Each entry should be set down again verbatim, with the images omitted.
START The input
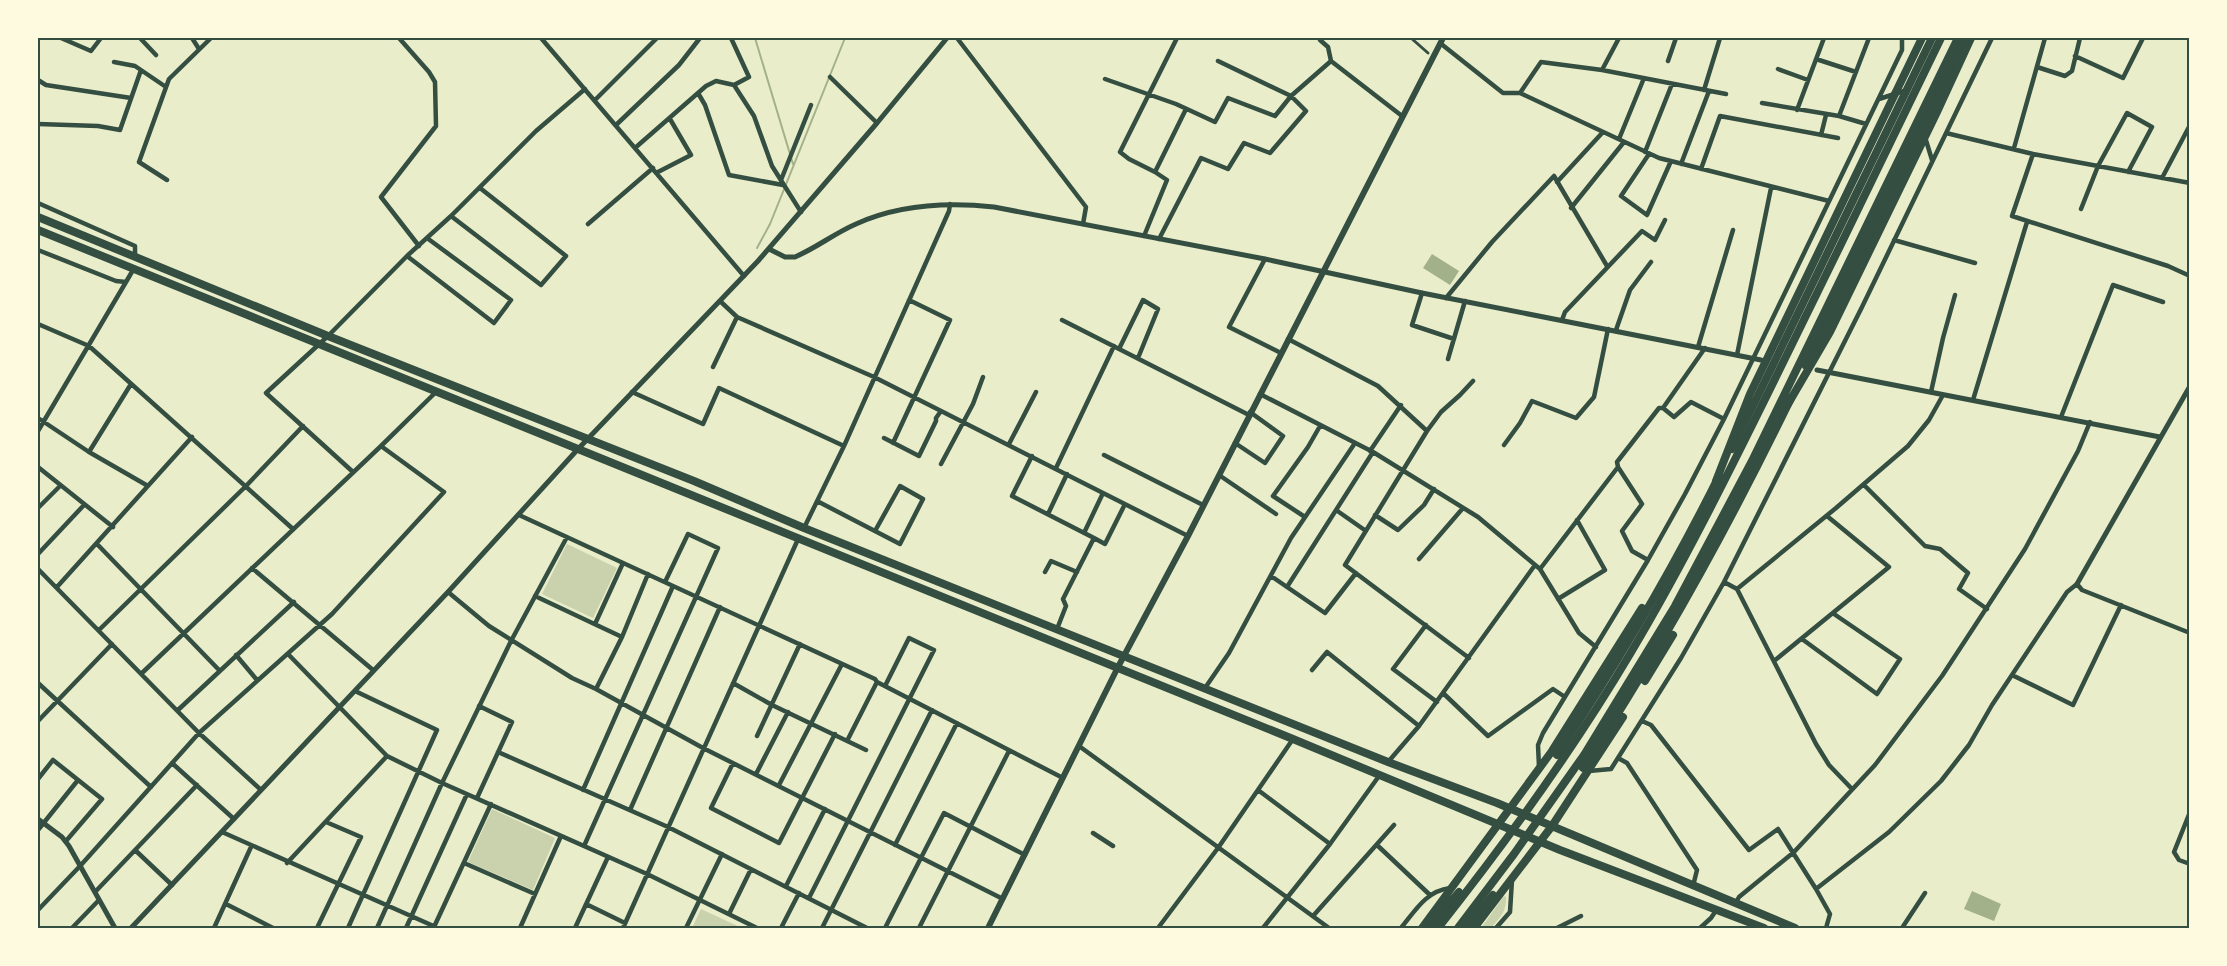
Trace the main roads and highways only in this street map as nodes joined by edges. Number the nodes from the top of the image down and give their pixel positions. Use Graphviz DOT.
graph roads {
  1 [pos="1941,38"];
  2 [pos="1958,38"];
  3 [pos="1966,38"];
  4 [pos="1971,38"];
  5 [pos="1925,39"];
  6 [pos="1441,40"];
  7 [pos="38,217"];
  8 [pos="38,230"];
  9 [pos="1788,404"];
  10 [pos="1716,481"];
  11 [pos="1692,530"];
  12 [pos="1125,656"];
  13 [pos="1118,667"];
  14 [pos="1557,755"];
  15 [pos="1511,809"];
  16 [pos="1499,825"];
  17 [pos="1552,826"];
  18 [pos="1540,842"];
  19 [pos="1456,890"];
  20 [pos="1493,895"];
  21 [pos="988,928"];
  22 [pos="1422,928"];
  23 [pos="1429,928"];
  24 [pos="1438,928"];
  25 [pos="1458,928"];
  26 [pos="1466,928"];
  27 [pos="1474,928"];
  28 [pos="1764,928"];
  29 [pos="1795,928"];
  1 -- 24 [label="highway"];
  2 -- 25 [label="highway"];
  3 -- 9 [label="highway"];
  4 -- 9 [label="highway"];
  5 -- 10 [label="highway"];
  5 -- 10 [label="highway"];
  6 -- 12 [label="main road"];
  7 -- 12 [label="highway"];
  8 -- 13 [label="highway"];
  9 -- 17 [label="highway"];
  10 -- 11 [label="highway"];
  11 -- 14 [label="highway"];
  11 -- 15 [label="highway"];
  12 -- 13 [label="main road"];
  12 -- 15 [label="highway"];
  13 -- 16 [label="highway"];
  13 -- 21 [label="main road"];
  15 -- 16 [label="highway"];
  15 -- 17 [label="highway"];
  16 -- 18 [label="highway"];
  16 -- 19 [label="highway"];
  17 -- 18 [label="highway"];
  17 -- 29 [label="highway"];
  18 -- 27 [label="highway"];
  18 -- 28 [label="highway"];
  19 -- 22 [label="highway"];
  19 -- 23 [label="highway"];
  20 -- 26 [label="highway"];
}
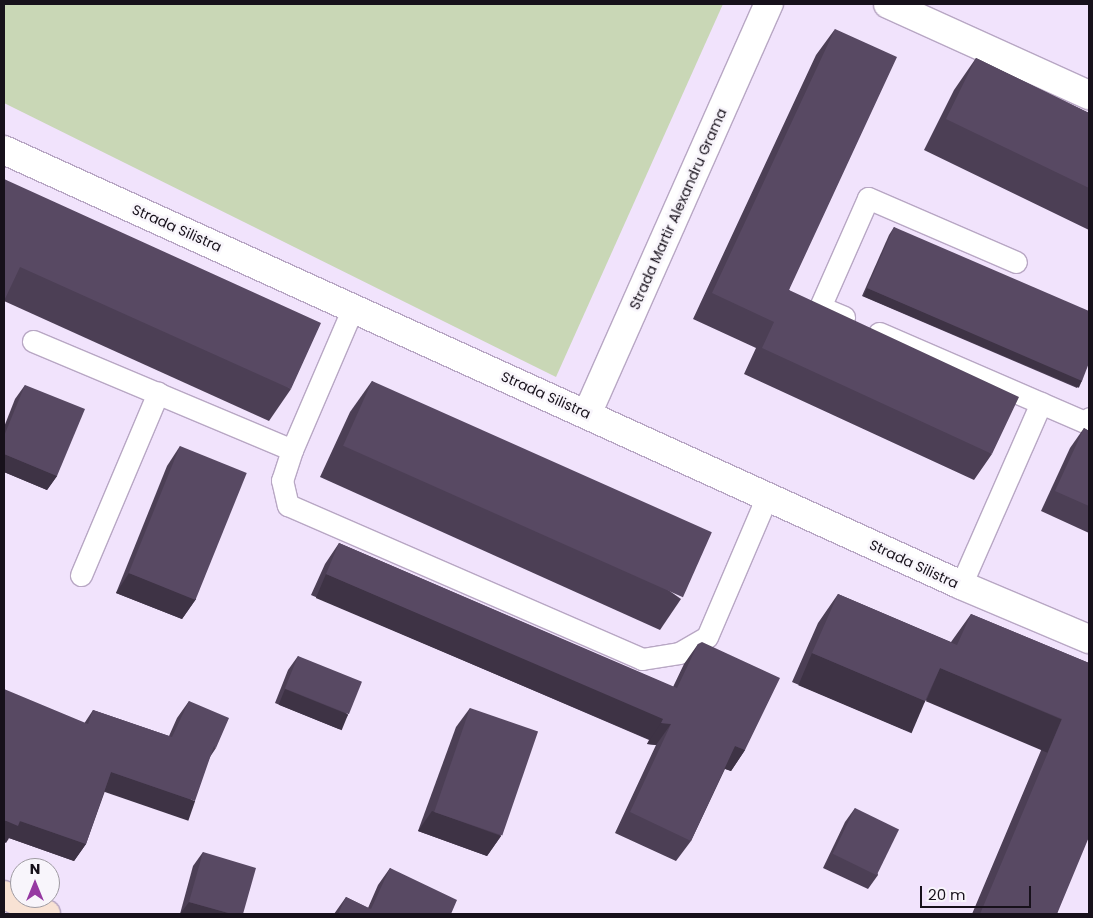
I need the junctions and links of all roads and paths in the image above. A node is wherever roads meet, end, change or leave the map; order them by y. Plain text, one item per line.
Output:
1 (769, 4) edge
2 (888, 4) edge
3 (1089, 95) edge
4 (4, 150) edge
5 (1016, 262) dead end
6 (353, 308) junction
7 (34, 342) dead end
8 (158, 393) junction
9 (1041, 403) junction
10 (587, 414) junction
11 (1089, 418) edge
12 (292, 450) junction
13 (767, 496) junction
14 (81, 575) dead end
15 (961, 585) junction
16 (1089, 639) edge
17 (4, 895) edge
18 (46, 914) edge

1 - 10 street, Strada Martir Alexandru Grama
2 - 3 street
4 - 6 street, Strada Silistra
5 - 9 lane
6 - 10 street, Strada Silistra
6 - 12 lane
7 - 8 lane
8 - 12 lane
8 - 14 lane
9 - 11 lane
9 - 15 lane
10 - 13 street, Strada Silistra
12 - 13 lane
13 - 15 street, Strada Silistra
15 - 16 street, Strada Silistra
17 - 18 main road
END The input
Response =>
Trace the main roads and highways only in this street map as nodes joined by edges. Number the nodes from the top of the image down and give their pixel positions. Use Graphviz DOT.
graph roads {
  1 [pos="1941,38"];
  2 [pos="1958,38"];
  3 [pos="1966,38"];
  4 [pos="1971,38"];
  5 [pos="1925,39"];
  6 [pos="1441,40"];
  7 [pos="38,217"];
  8 [pos="38,230"];
  9 [pos="1788,404"];
  10 [pos="1716,481"];
  11 [pos="1692,530"];
  12 [pos="1125,656"];
  13 [pos="1118,667"];
  14 [pos="1557,755"];
  15 [pos="1511,809"];
  16 [pos="1499,825"];
  17 [pos="1552,826"];
  18 [pos="1540,842"];
  19 [pos="1456,890"];
  20 [pos="1493,895"];
  21 [pos="988,928"];
  22 [pos="1422,928"];
  23 [pos="1429,928"];
  24 [pos="1438,928"];
  25 [pos="1458,928"];
  26 [pos="1466,928"];
  27 [pos="1474,928"];
  28 [pos="1764,928"];
  29 [pos="1795,928"];
  1 -- 24 [label="highway"];
  2 -- 25 [label="highway"];
  3 -- 9 [label="highway"];
  4 -- 9 [label="highway"];
  5 -- 10 [label="highway"];
  5 -- 10 [label="highway"];
  6 -- 12 [label="main road"];
  7 -- 12 [label="highway"];
  8 -- 13 [label="highway"];
  9 -- 17 [label="highway"];
  10 -- 11 [label="highway"];
  11 -- 14 [label="highway"];
  11 -- 15 [label="highway"];
  12 -- 13 [label="main road"];
  12 -- 15 [label="highway"];
  13 -- 16 [label="highway"];
  13 -- 21 [label="main road"];
  15 -- 16 [label="highway"];
  15 -- 17 [label="highway"];
  16 -- 18 [label="highway"];
  16 -- 19 [label="highway"];
  17 -- 18 [label="highway"];
  17 -- 29 [label="highway"];
  18 -- 27 [label="highway"];
  18 -- 28 [label="highway"];
  19 -- 22 [label="highway"];
  19 -- 23 [label="highway"];
  20 -- 26 [label="highway"];
}
I need the junctions and links of all roads and paths in the image above. A node is wherever roads meet, end, change or leave the map; order them by y. Plain text, one item per line.
Output:
1 (769, 4) edge
2 (888, 4) edge
3 (1089, 95) edge
4 (4, 150) edge
5 (1016, 262) dead end
6 (353, 308) junction
7 (34, 342) dead end
8 (158, 393) junction
9 (1041, 403) junction
10 (587, 414) junction
11 (1089, 418) edge
12 (292, 450) junction
13 (767, 496) junction
14 (81, 575) dead end
15 (961, 585) junction
16 (1089, 639) edge
17 (4, 895) edge
18 (46, 914) edge

1 - 10 street, Strada Martir Alexandru Grama
2 - 3 street
4 - 6 street, Strada Silistra
5 - 9 lane
6 - 10 street, Strada Silistra
6 - 12 lane
7 - 8 lane
8 - 12 lane
8 - 14 lane
9 - 11 lane
9 - 15 lane
10 - 13 street, Strada Silistra
12 - 13 lane
13 - 15 street, Strada Silistra
15 - 16 street, Strada Silistra
17 - 18 main road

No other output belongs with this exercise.